Hyperglycemia predisposes to atherosclerosis

Glucose and vitamin C have very similar structure and are both transported across the cell wall by insulin.  In the high blood sugar conditions of diabetes, vitamin C loses out in the competition with glucose for transport into the cell, meaning there’s a form of scurvy within diabetic cells.  Diabetics suffer atherosclerosis at about 8 times the rate of normal citizens, and suffer the complications of diabetes including blindness, kidney failure, and amputations.

 

             Yet we regard sugar as benign!  There are people who claim with that sugar doesn’t contribute to obesity.
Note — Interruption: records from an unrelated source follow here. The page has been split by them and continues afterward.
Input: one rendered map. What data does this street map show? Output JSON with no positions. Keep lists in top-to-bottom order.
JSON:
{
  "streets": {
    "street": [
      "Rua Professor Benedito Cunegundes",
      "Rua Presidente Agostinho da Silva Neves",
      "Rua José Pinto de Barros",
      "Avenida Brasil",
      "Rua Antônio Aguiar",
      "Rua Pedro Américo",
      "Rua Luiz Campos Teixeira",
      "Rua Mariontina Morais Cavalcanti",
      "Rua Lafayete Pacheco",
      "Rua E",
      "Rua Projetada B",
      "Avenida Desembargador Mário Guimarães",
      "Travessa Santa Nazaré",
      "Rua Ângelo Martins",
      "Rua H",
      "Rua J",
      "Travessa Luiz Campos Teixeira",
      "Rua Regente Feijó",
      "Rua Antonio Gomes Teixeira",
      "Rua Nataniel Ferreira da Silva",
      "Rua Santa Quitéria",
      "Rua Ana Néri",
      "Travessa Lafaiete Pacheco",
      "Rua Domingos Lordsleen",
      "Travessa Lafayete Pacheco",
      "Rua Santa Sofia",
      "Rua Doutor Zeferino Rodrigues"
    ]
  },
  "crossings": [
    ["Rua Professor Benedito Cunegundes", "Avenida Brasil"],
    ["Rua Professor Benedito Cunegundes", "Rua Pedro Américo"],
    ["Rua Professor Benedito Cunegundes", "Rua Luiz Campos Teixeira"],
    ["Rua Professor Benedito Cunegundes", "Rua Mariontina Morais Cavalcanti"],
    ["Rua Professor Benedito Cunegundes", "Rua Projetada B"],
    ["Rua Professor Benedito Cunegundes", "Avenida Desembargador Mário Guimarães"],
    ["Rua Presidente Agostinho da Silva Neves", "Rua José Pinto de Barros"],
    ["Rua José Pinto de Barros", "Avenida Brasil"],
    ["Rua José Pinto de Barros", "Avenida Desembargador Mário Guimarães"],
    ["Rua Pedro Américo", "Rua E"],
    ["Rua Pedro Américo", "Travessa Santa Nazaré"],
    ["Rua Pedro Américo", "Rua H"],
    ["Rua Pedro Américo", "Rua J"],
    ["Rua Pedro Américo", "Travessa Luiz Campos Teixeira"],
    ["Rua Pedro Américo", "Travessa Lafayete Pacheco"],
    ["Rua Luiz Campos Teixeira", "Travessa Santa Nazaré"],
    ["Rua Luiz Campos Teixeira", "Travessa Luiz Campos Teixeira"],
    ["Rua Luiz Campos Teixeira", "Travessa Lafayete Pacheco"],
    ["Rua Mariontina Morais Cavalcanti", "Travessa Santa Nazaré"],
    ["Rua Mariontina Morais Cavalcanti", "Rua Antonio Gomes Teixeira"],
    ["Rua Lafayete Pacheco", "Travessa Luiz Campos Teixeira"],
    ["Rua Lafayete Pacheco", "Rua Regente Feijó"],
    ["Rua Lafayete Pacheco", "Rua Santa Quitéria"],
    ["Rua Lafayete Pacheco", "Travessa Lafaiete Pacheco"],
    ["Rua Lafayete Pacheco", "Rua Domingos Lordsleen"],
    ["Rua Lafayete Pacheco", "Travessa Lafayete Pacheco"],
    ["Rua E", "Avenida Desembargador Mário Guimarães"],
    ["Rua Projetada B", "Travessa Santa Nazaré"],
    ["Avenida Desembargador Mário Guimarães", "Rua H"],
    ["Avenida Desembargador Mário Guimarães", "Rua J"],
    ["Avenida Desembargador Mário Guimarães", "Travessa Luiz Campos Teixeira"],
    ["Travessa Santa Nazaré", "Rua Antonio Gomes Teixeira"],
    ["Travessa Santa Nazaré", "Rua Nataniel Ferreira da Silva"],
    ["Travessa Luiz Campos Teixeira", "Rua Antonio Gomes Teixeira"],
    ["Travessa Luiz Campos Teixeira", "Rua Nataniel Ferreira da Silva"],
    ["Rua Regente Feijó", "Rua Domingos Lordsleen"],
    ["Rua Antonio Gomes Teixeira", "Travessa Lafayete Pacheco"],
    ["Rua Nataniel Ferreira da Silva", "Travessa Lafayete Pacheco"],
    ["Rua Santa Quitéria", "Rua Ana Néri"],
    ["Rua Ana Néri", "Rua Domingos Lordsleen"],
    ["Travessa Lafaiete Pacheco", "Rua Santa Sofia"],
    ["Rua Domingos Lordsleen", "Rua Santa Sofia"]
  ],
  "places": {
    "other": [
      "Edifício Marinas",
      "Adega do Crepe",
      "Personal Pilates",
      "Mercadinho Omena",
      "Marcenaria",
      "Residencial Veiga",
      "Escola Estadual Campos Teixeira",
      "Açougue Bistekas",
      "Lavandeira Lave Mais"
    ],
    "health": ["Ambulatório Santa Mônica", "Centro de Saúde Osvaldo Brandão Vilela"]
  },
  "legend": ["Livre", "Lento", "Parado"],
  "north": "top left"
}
In fact, in an experiment where the control group used artificial sweeteners, weight loss was 1.2kg, while the experimental group who ate sugar gained 1.6kg over the 10 weeks of the study.  Meanwhile, the chief medical officer of the American Diabetes Association claims sugar has nothing to do with diabetes, as thought there were no research to the contrary!  The ADA actually endorses sugar as a food for diabetics on the grounds that glycosurea (sugar in the urine) is no worse when chocolate cake is substituted for a baked potato; but if there is glycosurea the diabetic is in poor control and at risk of complications.  Thus, the ADA position that “As sucrose does not increase glycemia to a greater extent than isocaloric amounts of starch, sucrose and sucrose-containing foods do not need to be restricted by people with diabetes” is both inexplicable and unsupportable, and, in my opinion, is clear evidence that the ADA has sold itself out to its food-refiner contributors.  Incredibly, the USDA Diet Pyramid website links enquiries about sugar to a Center for Nutrition Policy and Promotion article which extols sugar as an essential nutrient and absolves it of all but causing cavities!  These guys rely on the credulity of the public. 

 

Only two things are infinite, the universe and human stupidity, and I’m not sure about the universe

Albert Einstein

 

             Maybe Einstein’s right – about these guys.  But we’ve been reassured all our lives that sugar is benign, so maybe it’s more a case of “garbage in, garbage out.”  In sharp contrast to this bullshit, a recent American Diabetes Association-supported study of a diet with only 20% carbohydrate calories clearly demonstrates that carbohydrate-restriction is effective in reducing risk of complications compared to a 55% carbohydrate diet:

(Diabetes 2004; 53:2375-82)

Mean plasma glucose concentration before (s) and after (•) 5 weeks on the “Low-Biologically-Available-Glucose” diet.

 

It’s clear that the blood-sugar excursions after meals are not far from the normal, under-120mg/dl range, in sharp contrast to the standard low-fat diet meals where the blood sugar went beyond 250mg/dl.  The glycosylated hemoglobin score (HbA1c) was reduced from 9.8% (which portends a very high risk of complications) to within the normal range: the projected end-point was between 5.4% and 6.3%, while the reference range for non-diabetics is 4.6% to 6.4%. 

 

In other words, this study shows that a low-carbohydrate diet normalizes mild type II diabetes, so there’s no reason that diabetics should die of complications, as, tragically, so many do who embrace the ruinous low-fat diet.